Molecular Determinants of D and L-Sotalol Stereoselective Proarrhythmia Procilivties

Abstract

Cardiac arrhythmias can be caused by drug induced blockade of cardiac potassium channel KV11.1 encoded by the human Ether-à-go-go-Related Gene (hERG), being a major obstacle for the development of new pharmaceuticals. Inhibition of this protein activity leads to an increased cardiac action potential duration manifesting as a prolonged QT interval on the surface ECG, which can cause potentially lethal arrhythmias. However, not all hERG channel blocking and QT prolonging drugs are arrhythmogenic leading to possible attrition of safe and effective pharmaceuticals. Previously we developed a multi-scale in silico pipeline to predict arrhythmogenicity of two hERG blocking drugs, dofetilide and moxifloxacin, from their chemical structures using a combination of atomistic structural and functional kinetic modeling approaches (Yang et al. Circ. Res. 2020, 126: 947). Here we applied such computational pipeline backed by an enantiomeric separation and electrophysiology recordings to predict the pro-arrhythmia risks of two enantiomers of sotalol, an anti-arrhythmic drug with known stereoselective beta-blocking properties. We determined similar hERG channel binding affinities of d and l-sotalol from both patch-clamp recordings and umbrella sampling all-atom molecular dynamics (MD) simulations. MD derived hERG channel - drug on and off rates were used as functional model parameters. In cardiac tissue simulations our model predicted substantially higher emergent arrhythmogenicity of d-sotalol compared to the l-stereoisomer due to a more potent beta adrenergic receptor blockade by the latter and also provided good agreement with clinical QT interval prolongation for the racemic mixture.
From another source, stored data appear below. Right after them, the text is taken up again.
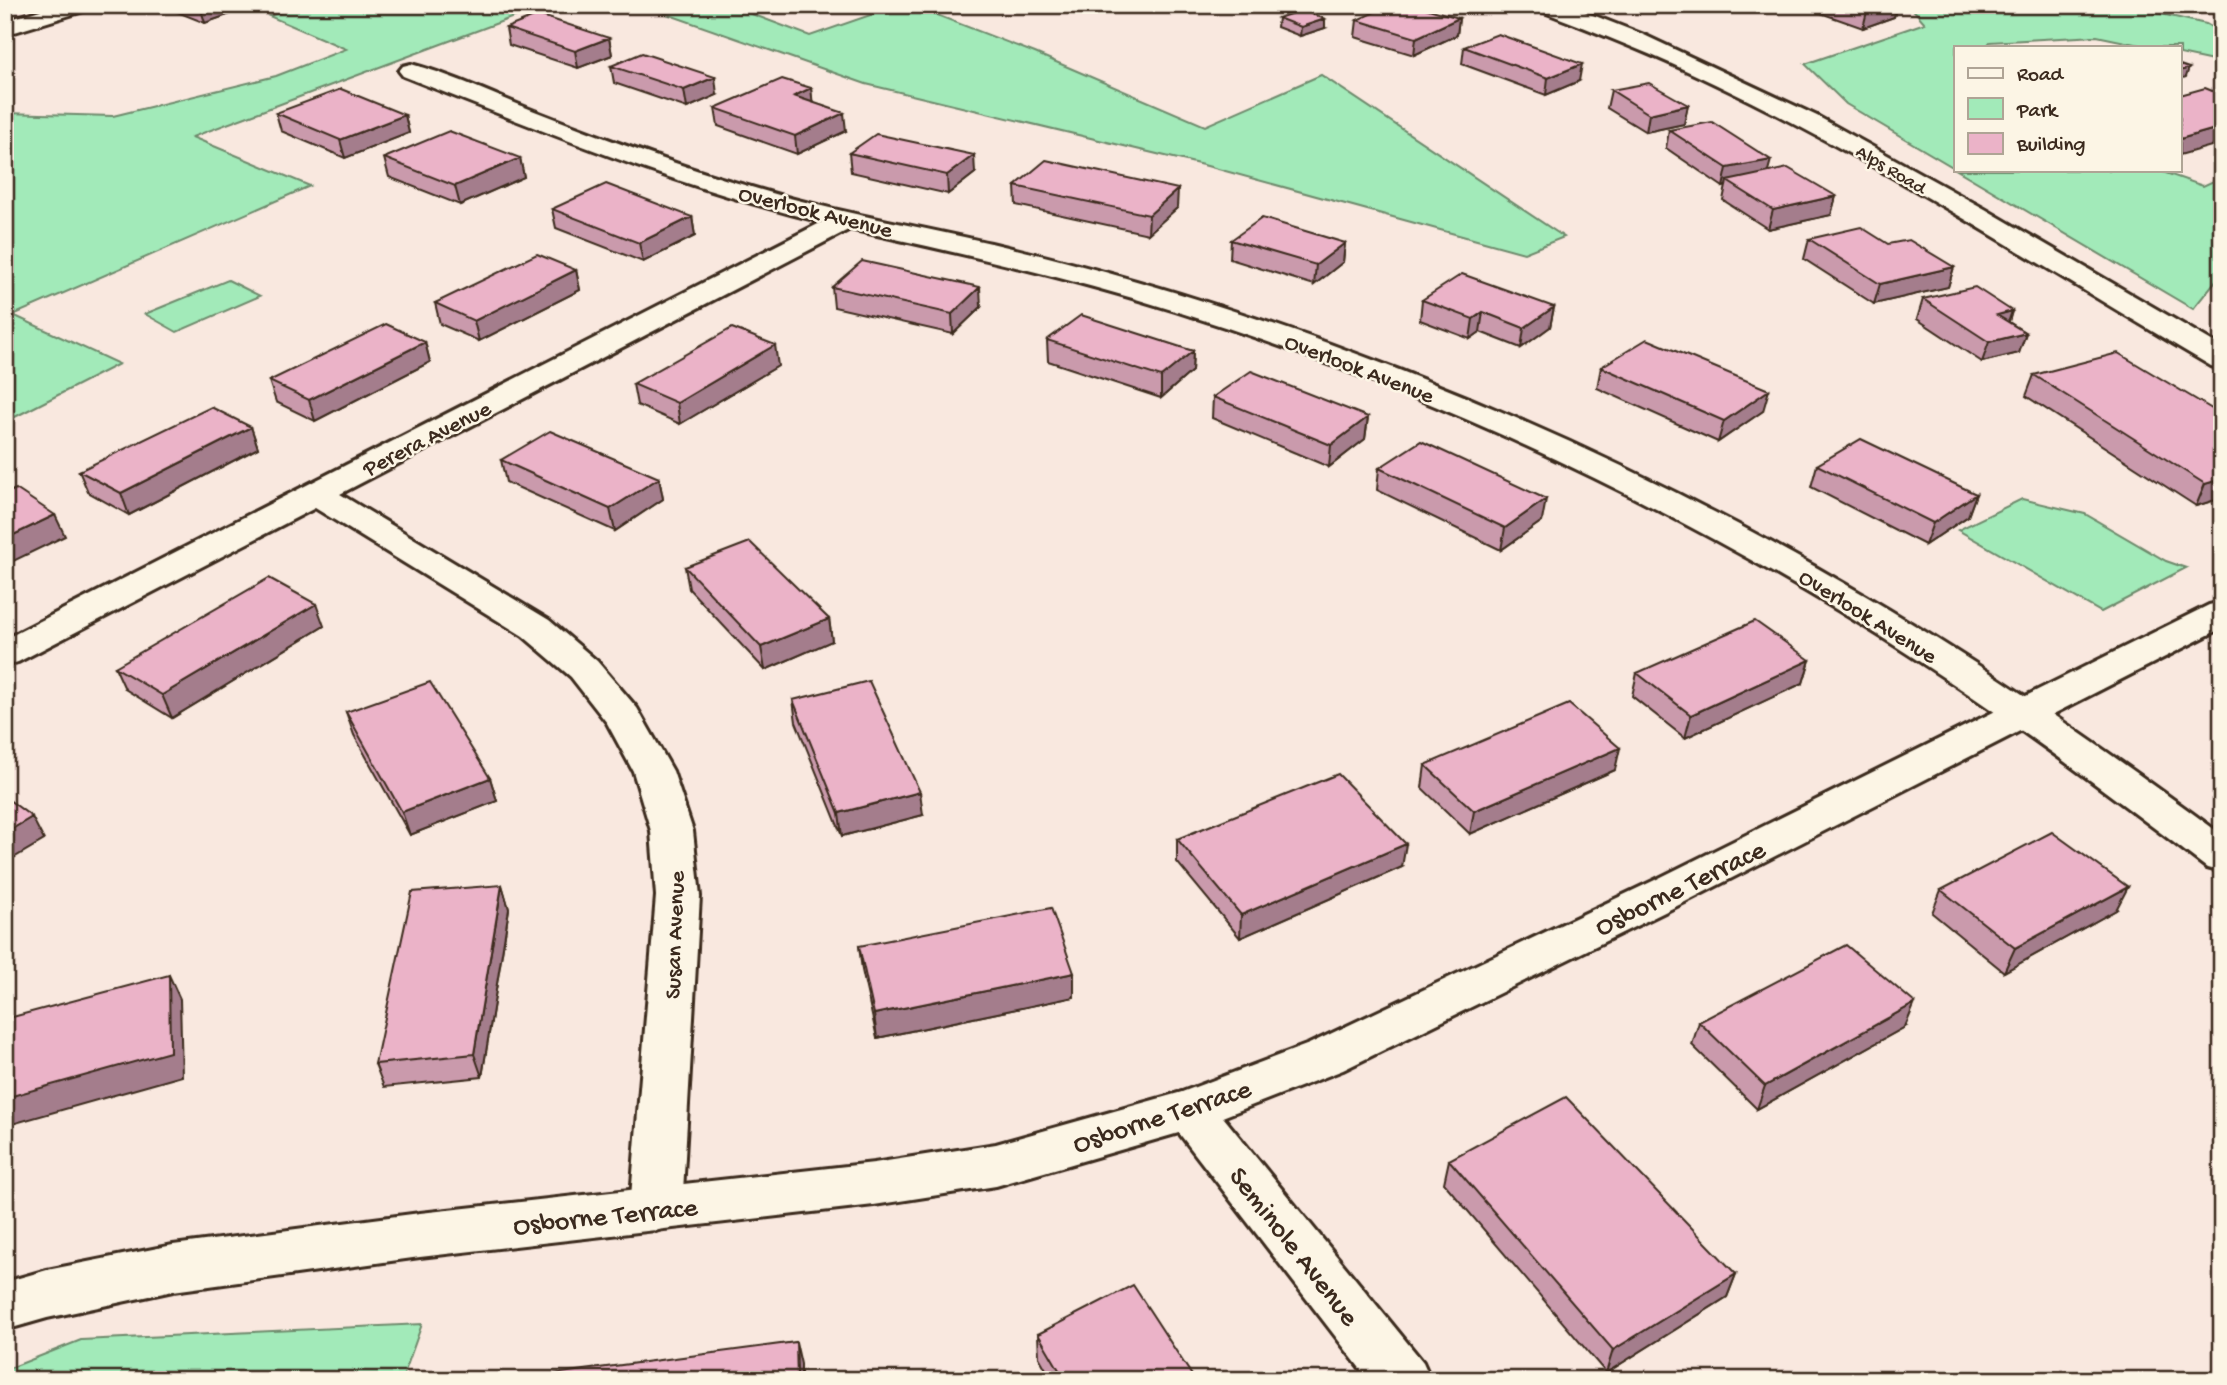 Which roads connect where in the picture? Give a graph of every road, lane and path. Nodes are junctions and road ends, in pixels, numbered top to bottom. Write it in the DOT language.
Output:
graph roads {
  1 [pos="79,5"];
  2 [pos="1547,5"];
  3 [pos="5,27"];
  4 [pos="411,71"];
  5 [pos="846,220"];
  6 [pos="2222,360"];
  7 [pos="316,494"];
  8 [pos="2222,613"];
  9 [pos="5,654"];
  10 [pos="2023,713"];
  11 [pos="2222,857"];
  12 [pos="1189,1110"];
  13 [pos="656,1209"];
  14 [pos="5,1306"];
  15 [pos="1403,1380"];
  1 -- 3 [label="street"];
  2 -- 6 [label="street, Alps Road"];
  4 -- 5 [label="street, Overlook Avenue"];
  5 -- 7 [label="street, Perera Avenue"];
  5 -- 10 [label="street, Overlook Avenue"];
  7 -- 9 [label="street, Perera Avenue"];
  7 -- 13 [label="street, Susan Avenue"];
  8 -- 10 [label="street, Osborne Terrace"];
  10 -- 11 [label="street, Overlook Avenue"];
  10 -- 12 [label="street, Osborne Terrace"];
  12 -- 13 [label="street, Osborne Terrace"];
  12 -- 15 [label="street, Seminole Avenue"];
  13 -- 14 [label="street, Osborne Terrace"];
}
Our study helped to elucidate molecular mechanisms of stereoselective arrhythmogenicity for dl-sotalol allowing to predict cardiac safe and dangerous drug formulations. This work has been made possible by NIH NHLBI and Common Fund as well as American Heart Association funding, usage of XSEDE, PSC Anton 2, TACC Frontera, and Oracle for Research computational resources.